_Required action_. Nothing but the lines from the one containing "thumb tip: (725, 568)" through the end of the data below may appear in the response, each one exact.

Records from a dataset:
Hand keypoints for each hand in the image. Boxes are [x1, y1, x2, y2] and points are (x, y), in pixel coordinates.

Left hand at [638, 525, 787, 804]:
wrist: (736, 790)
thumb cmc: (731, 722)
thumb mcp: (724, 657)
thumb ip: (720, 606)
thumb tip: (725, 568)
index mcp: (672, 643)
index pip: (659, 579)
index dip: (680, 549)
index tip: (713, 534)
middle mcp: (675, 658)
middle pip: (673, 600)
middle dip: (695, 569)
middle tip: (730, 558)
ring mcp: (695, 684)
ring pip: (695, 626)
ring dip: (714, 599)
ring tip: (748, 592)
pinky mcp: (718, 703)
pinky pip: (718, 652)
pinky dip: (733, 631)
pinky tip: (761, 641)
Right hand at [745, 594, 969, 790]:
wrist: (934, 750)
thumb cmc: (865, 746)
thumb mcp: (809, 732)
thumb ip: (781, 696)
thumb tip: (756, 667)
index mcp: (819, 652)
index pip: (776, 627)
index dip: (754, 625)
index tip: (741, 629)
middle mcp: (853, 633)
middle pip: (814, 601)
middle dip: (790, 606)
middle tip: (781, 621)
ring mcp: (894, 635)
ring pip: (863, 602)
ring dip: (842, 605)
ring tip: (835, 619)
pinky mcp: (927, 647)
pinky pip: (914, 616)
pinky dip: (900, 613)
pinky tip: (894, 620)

_Solved problem_.
thumb tip: (725, 568)
index mcp: (672, 643)
index pip: (659, 579)
index dip: (680, 549)
index tip: (713, 534)
middle mcp: (675, 658)
middle pip: (673, 600)
middle dip: (695, 569)
middle tip: (730, 558)
ring mcp: (695, 684)
ring pip: (695, 626)
ring dip: (714, 599)
ring tip: (748, 592)
pinky mcp: (718, 703)
pinky pip: (718, 652)
pinky dip: (733, 631)
pinky tip: (761, 641)
Right hand at [745, 594, 969, 790]:
wrist: (934, 750)
thumb cmc: (865, 746)
thumb mcp: (809, 732)
thumb ip: (781, 696)
thumb tip: (756, 667)
index mcp: (819, 652)
index pip: (776, 627)
index dip: (754, 625)
index tip: (741, 629)
middle mcp: (853, 633)
middle pip: (814, 601)
middle dip: (790, 606)
middle tip: (781, 621)
ring mcp: (894, 635)
ring pip: (863, 602)
ring dip: (842, 605)
ring tip: (835, 619)
pinky mcp: (927, 647)
pinky pip: (914, 616)
pinky dip: (900, 613)
pinky tip: (894, 620)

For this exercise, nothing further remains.